What to do =
Give back an exact copy of the entries beneath, minus the pictures.

::::

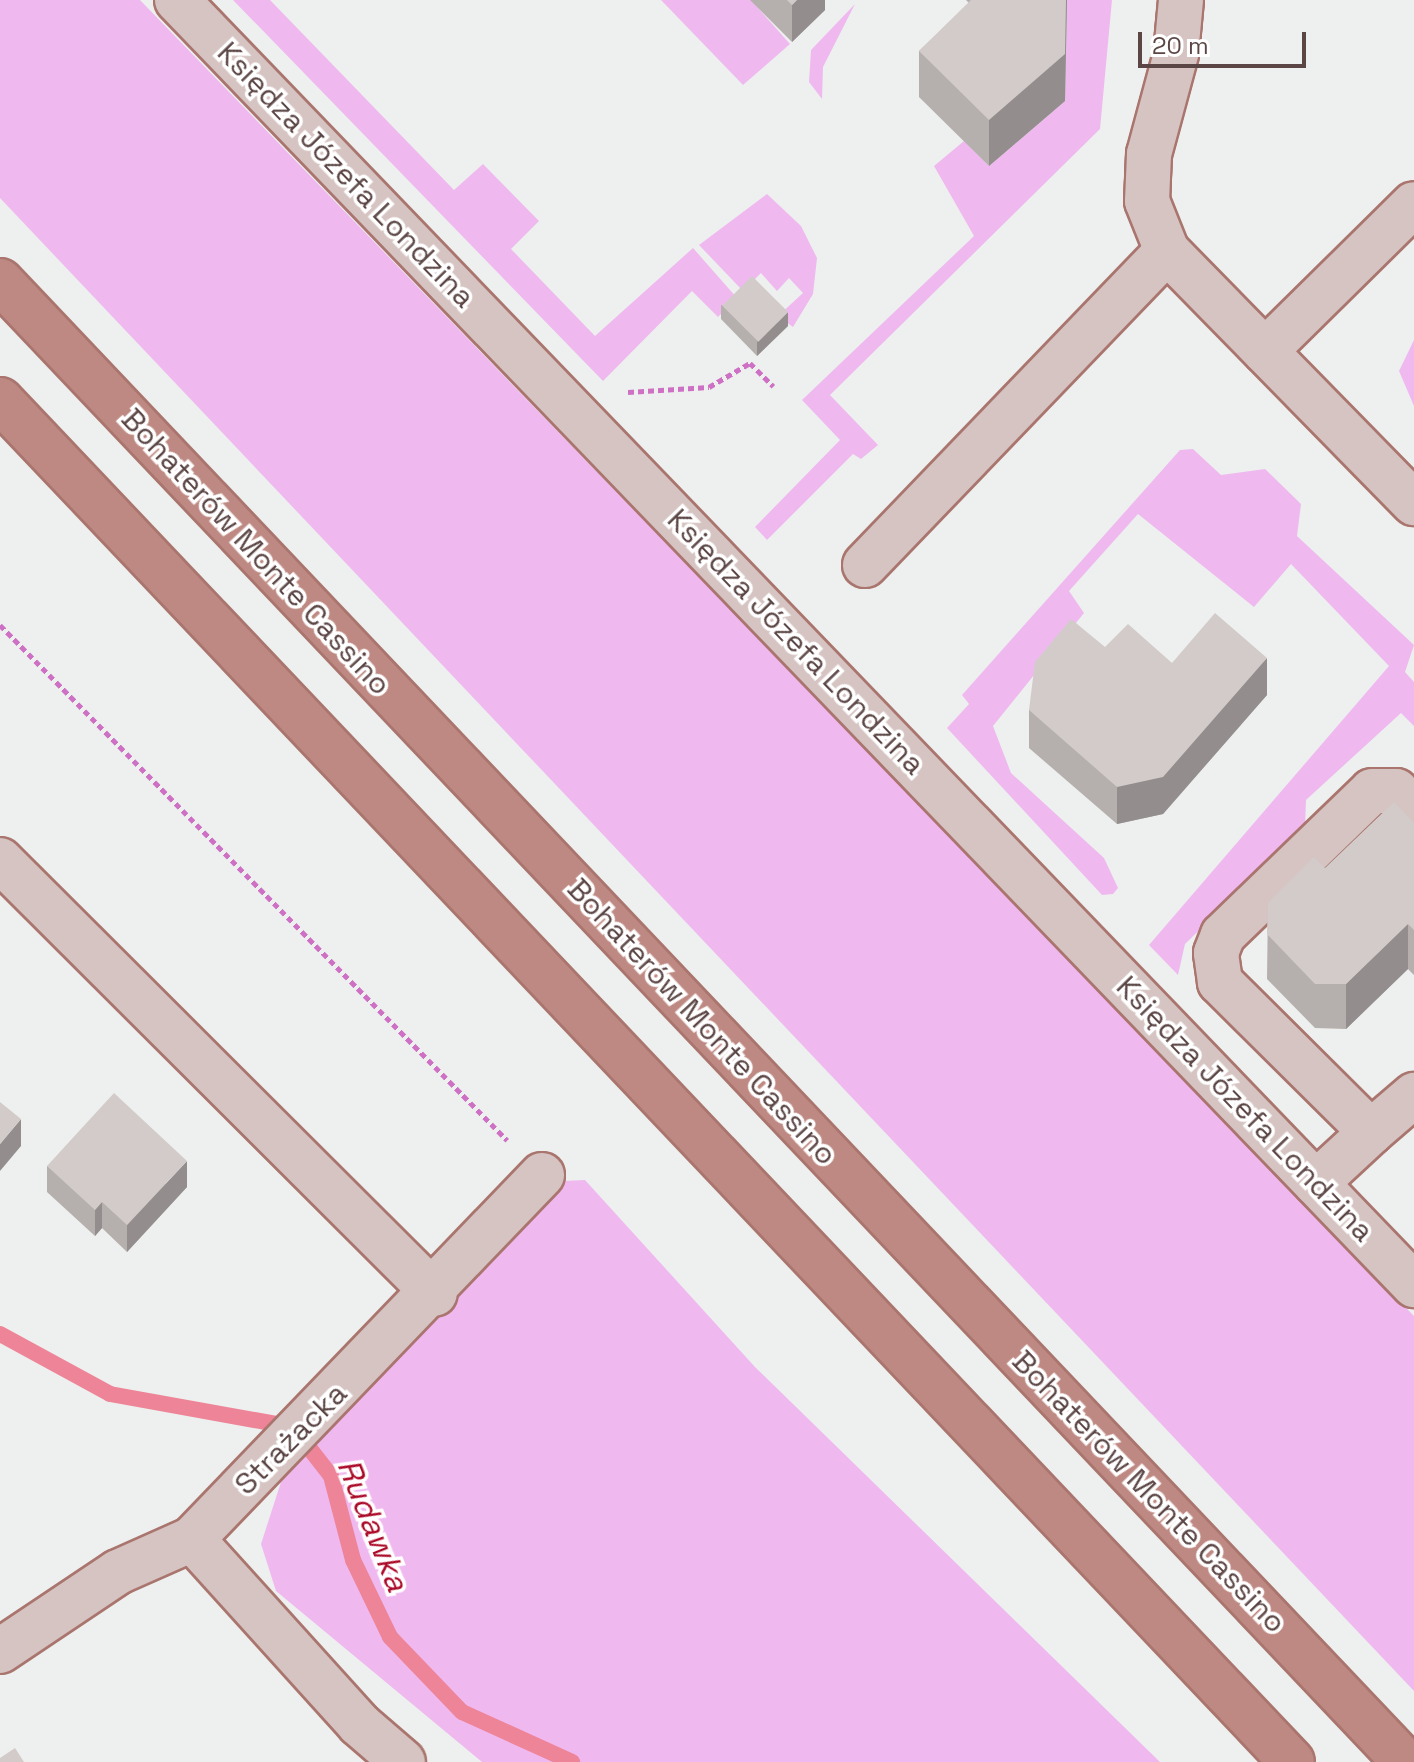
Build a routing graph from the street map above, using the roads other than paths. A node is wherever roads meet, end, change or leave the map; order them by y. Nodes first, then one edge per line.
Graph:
1 (177, 0) edge
2 (1181, 0) edge
3 (1414, 204) edge
4 (1167, 251) junction
5 (0, 281) edge
6 (1265, 351) junction
7 (0, 400) edge
8 (1414, 503) edge
9 (865, 565) dead end
10 (1414, 810) edge
11 (0, 860) edge
12 (1414, 1095) edge
13 (1371, 1132) junction
14 (542, 1175) road end
15 (1316, 1183) junction
16 (1414, 1285) edge
17 (435, 1294) junction
18 (192, 1539) junction
19 (0, 1651) edge
20 (403, 1762) edge
21 (1292, 1762) edge
22 (1405, 1762) edge

1 - 15 street, Księdza Józefa Londzina
2 - 4 street
3 - 6 street
4 - 6 street
4 - 9 street
5 - 22 highway, Bohaterów Monte Cassino
6 - 8 street
7 - 21 highway
10 - 13 street
11 - 17 street
12 - 13 street
13 - 15 street
14 - 17 street, Strażacka
15 - 16 street, Księdza Józefa Londzina
17 - 18 street, Strażacka
18 - 19 street, Strażacka
18 - 20 street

::::

Solved problem =
Build a routing graph from the street map above, using the roads other than paths. A node is wherever roads meet, end, change or leave the map; order them by y. Nodes first, then one edge per line.
Graph:
1 (177, 0) edge
2 (1181, 0) edge
3 (1414, 204) edge
4 (1167, 251) junction
5 (0, 281) edge
6 (1265, 351) junction
7 (0, 400) edge
8 (1414, 503) edge
9 (865, 565) dead end
10 (1414, 810) edge
11 (0, 860) edge
12 (1414, 1095) edge
13 (1371, 1132) junction
14 (542, 1175) road end
15 (1316, 1183) junction
16 (1414, 1285) edge
17 (435, 1294) junction
18 (192, 1539) junction
19 (0, 1651) edge
20 (403, 1762) edge
21 (1292, 1762) edge
22 (1405, 1762) edge

1 - 15 street, Księdza Józefa Londzina
2 - 4 street
3 - 6 street
4 - 6 street
4 - 9 street
5 - 22 highway, Bohaterów Monte Cassino
6 - 8 street
7 - 21 highway
10 - 13 street
11 - 17 street
12 - 13 street
13 - 15 street
14 - 17 street, Strażacka
15 - 16 street, Księdza Józefa Londzina
17 - 18 street, Strażacka
18 - 19 street, Strażacka
18 - 20 street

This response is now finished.